### What you will do
Report how many lines in the following entries contain "that". Nothing else should be given.

### Data
- - - - - - -

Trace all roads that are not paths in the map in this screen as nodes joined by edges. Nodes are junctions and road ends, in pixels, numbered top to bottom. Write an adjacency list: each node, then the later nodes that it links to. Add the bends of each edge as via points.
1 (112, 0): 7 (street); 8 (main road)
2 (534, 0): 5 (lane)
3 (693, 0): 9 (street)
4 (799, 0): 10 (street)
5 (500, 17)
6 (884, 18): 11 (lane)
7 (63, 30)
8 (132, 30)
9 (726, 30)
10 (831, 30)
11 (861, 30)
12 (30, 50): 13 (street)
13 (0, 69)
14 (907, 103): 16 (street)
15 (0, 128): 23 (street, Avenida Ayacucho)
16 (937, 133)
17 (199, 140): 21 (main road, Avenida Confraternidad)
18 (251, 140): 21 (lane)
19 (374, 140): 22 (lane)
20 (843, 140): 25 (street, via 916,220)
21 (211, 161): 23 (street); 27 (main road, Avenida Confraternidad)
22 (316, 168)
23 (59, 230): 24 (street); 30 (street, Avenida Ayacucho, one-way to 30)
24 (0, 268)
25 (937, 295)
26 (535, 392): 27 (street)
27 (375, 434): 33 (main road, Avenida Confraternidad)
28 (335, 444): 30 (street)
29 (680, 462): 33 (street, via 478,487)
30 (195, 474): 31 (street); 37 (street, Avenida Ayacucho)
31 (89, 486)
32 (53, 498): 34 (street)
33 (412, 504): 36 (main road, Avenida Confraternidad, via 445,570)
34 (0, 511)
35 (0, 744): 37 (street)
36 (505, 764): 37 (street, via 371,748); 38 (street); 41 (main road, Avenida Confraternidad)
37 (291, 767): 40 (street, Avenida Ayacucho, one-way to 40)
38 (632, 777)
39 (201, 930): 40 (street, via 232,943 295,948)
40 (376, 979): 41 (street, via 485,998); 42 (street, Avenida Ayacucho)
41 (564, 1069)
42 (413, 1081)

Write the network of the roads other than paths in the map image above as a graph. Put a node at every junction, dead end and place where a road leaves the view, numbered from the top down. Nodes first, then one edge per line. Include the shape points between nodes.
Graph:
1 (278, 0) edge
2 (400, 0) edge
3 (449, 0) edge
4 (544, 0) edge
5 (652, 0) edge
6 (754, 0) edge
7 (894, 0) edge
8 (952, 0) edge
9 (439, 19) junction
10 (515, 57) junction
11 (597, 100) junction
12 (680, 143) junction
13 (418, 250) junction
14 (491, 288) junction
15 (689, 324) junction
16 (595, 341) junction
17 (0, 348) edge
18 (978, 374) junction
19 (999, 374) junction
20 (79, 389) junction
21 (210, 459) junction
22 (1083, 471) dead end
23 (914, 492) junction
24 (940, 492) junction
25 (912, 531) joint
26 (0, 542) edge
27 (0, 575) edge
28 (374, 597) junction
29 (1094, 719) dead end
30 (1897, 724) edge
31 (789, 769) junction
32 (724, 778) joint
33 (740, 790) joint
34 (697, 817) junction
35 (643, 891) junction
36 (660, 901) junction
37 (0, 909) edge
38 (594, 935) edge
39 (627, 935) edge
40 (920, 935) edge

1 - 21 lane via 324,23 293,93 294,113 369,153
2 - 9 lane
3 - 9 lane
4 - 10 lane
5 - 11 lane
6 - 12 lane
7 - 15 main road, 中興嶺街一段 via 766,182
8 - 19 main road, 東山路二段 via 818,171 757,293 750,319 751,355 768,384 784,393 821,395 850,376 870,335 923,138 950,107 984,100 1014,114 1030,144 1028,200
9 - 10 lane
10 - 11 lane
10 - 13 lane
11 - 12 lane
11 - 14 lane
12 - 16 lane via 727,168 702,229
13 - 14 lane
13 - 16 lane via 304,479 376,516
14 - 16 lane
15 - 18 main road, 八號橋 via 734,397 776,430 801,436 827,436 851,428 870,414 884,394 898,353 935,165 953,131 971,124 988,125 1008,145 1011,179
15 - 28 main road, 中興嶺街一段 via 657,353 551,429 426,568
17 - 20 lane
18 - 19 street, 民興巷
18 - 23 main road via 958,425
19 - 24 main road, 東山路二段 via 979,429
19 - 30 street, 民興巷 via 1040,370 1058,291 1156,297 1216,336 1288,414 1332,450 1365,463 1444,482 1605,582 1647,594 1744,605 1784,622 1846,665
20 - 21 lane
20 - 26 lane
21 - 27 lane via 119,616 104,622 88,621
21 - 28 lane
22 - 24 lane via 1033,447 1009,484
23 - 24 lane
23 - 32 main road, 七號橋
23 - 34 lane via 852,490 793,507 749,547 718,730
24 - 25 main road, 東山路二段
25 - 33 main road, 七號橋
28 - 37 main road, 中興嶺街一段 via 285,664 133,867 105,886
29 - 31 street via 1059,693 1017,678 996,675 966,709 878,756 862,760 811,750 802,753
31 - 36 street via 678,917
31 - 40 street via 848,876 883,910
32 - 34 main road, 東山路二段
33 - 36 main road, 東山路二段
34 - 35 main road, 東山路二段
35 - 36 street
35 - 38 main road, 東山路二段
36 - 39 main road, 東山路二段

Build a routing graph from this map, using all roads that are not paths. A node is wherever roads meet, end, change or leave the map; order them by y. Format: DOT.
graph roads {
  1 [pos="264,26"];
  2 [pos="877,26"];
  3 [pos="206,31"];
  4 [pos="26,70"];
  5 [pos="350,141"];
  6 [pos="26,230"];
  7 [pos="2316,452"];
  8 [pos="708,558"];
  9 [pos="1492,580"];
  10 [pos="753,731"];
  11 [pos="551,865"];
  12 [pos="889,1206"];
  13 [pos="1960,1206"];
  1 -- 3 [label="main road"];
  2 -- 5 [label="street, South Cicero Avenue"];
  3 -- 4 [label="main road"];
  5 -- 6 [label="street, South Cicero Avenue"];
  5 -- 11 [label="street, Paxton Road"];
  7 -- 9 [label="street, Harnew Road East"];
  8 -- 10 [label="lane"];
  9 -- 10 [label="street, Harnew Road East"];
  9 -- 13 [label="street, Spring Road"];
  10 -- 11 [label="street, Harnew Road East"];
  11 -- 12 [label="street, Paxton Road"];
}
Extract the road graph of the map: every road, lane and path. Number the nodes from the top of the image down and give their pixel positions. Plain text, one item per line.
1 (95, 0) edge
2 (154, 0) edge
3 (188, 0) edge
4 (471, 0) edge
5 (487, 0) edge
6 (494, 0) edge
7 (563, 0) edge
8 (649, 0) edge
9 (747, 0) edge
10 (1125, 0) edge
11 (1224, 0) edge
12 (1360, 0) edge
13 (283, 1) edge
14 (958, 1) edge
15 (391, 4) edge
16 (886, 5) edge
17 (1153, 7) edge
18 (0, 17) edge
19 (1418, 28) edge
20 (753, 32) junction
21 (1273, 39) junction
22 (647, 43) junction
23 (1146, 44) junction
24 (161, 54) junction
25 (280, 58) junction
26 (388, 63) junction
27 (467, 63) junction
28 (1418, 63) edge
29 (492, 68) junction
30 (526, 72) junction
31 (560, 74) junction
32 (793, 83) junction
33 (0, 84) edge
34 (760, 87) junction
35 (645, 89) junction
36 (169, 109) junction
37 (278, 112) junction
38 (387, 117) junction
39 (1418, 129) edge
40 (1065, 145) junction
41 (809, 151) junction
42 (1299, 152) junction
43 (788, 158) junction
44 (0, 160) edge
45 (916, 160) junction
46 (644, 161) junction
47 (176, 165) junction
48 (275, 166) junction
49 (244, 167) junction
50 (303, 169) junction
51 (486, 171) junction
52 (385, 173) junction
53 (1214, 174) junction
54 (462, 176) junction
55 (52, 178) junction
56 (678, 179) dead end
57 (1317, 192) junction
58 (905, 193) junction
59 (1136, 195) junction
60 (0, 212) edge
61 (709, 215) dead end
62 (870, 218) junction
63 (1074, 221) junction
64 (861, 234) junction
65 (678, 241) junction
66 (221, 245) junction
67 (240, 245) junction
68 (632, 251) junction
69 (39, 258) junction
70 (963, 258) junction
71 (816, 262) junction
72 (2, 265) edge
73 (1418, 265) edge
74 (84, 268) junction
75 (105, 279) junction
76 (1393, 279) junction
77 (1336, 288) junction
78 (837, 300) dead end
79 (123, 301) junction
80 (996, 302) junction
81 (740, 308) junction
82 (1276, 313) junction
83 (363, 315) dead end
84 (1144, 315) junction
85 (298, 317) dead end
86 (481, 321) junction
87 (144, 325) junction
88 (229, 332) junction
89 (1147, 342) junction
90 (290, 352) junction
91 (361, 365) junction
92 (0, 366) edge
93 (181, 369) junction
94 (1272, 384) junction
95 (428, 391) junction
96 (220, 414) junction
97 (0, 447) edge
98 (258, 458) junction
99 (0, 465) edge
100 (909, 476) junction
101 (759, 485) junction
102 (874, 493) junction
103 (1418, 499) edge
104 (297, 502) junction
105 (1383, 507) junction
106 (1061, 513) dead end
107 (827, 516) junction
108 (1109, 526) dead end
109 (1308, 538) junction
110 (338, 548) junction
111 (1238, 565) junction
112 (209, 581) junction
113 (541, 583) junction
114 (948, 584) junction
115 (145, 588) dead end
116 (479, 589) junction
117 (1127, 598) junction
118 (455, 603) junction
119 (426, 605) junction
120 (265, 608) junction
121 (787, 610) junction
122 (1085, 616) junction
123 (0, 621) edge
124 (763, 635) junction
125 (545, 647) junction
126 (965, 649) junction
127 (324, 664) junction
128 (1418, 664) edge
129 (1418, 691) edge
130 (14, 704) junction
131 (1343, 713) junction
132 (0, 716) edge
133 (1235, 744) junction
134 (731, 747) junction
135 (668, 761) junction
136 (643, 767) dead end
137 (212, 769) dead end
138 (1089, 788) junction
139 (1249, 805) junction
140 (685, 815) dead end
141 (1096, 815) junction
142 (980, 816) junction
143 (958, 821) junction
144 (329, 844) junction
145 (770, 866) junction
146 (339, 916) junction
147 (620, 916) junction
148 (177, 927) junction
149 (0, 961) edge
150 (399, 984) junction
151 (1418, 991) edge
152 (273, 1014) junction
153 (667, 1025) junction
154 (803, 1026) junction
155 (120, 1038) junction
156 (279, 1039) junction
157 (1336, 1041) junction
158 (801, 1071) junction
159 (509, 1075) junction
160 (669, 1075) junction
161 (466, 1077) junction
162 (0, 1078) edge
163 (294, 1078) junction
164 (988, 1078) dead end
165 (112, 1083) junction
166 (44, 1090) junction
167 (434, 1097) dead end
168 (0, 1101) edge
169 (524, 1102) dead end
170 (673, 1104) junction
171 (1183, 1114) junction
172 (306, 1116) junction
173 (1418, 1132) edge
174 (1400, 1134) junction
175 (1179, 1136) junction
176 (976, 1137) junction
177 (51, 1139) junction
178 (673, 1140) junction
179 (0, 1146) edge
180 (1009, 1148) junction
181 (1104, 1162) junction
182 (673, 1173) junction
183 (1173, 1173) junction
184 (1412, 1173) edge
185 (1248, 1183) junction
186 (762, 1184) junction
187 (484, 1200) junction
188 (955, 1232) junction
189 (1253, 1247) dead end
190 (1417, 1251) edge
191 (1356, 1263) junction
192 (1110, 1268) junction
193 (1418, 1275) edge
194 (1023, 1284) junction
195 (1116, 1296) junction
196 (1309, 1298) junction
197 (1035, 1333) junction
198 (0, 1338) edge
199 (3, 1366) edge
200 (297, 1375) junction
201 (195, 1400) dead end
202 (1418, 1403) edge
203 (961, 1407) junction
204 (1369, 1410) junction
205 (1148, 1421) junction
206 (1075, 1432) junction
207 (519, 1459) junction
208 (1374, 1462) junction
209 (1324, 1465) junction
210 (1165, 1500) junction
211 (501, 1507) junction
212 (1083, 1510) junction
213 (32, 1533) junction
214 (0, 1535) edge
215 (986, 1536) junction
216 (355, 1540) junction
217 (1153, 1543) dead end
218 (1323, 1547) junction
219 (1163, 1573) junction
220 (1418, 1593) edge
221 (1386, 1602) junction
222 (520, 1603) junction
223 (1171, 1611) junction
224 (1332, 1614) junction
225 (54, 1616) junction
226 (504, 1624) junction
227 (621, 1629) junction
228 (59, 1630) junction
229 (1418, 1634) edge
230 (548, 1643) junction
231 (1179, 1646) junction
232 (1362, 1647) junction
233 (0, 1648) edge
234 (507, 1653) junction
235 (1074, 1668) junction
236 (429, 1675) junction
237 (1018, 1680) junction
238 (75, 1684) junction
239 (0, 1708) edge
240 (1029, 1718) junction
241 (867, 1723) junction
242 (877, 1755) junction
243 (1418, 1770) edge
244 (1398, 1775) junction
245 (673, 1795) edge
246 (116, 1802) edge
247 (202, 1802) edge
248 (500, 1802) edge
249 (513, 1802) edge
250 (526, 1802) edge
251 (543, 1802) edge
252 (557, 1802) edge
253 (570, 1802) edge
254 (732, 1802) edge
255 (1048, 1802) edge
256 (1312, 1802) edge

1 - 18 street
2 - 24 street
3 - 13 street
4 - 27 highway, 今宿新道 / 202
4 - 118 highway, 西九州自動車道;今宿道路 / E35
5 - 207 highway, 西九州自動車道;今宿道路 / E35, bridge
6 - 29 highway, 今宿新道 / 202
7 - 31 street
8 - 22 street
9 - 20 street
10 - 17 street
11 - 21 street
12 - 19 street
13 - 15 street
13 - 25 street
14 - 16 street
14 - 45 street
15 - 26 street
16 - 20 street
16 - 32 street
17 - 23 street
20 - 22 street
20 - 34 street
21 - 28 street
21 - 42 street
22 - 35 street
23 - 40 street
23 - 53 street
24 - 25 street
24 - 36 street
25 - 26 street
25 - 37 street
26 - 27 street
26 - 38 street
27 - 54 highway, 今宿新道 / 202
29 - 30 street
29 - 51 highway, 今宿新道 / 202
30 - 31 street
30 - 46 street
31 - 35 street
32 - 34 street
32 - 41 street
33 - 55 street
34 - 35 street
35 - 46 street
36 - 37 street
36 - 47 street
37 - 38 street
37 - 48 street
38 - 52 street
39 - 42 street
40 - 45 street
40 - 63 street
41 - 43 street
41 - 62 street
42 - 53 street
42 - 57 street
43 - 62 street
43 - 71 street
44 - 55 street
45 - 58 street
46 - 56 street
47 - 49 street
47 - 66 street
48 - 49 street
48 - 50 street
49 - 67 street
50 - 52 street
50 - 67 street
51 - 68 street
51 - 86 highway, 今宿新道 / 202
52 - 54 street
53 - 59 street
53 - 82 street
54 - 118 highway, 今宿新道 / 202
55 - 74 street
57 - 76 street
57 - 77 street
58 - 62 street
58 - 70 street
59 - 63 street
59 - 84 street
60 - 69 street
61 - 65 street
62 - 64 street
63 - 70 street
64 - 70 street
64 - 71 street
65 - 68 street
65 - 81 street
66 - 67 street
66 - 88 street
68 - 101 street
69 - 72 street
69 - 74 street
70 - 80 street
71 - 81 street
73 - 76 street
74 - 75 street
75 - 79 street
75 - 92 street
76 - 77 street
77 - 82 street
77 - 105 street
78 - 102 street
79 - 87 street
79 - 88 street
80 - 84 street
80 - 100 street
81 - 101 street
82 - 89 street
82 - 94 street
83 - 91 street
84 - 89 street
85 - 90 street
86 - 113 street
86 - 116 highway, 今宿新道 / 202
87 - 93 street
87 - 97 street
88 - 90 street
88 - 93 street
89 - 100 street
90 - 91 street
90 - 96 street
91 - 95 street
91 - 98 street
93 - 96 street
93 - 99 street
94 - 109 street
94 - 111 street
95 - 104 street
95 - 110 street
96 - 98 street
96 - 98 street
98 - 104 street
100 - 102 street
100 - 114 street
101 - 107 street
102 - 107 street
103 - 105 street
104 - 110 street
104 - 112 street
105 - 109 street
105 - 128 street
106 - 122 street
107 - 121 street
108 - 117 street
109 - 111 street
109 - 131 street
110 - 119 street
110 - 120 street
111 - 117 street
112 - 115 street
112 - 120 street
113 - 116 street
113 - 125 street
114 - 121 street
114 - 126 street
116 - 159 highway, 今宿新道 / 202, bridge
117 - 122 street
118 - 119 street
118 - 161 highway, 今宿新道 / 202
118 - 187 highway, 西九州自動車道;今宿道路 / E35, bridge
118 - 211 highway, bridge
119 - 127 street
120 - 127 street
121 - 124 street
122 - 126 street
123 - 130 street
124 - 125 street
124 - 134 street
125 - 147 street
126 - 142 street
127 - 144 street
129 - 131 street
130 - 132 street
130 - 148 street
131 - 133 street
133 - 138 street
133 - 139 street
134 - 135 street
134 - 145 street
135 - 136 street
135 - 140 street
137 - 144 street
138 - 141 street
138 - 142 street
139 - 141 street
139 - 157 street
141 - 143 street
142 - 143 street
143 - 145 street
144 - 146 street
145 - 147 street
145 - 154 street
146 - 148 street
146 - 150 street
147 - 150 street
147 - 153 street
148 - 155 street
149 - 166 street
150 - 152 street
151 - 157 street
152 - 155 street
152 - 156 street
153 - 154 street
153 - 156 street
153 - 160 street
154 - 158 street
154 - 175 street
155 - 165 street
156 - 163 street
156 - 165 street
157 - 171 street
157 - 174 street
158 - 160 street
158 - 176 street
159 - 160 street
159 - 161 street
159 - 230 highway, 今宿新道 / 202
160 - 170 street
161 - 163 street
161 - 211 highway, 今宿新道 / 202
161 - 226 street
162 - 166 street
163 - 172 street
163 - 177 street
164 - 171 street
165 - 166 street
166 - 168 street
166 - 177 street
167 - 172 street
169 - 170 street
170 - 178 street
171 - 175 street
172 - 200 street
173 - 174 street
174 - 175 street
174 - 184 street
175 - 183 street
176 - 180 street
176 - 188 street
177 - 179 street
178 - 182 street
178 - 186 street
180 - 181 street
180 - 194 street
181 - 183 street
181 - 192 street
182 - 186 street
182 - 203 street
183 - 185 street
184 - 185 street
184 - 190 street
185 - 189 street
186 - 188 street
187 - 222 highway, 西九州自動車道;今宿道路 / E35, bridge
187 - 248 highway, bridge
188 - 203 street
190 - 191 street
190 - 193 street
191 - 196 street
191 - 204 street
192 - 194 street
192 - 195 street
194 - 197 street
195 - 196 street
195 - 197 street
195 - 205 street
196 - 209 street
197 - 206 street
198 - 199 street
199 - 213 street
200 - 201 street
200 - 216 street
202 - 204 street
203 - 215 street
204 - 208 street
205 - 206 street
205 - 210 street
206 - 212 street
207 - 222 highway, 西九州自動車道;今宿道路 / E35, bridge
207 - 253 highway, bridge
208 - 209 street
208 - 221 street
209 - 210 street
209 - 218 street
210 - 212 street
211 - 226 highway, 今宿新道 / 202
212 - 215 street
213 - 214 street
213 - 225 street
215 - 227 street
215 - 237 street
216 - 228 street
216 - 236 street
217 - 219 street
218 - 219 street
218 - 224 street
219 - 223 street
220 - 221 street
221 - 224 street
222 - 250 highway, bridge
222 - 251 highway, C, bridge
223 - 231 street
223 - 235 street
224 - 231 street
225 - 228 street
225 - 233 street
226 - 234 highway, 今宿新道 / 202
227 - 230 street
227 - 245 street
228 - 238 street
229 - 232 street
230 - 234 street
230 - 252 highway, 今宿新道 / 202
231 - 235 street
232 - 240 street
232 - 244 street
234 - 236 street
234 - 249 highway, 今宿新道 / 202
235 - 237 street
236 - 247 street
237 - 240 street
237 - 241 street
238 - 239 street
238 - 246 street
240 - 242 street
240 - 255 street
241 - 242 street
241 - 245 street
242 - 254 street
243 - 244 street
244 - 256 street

- - - - - - -

### Written response
2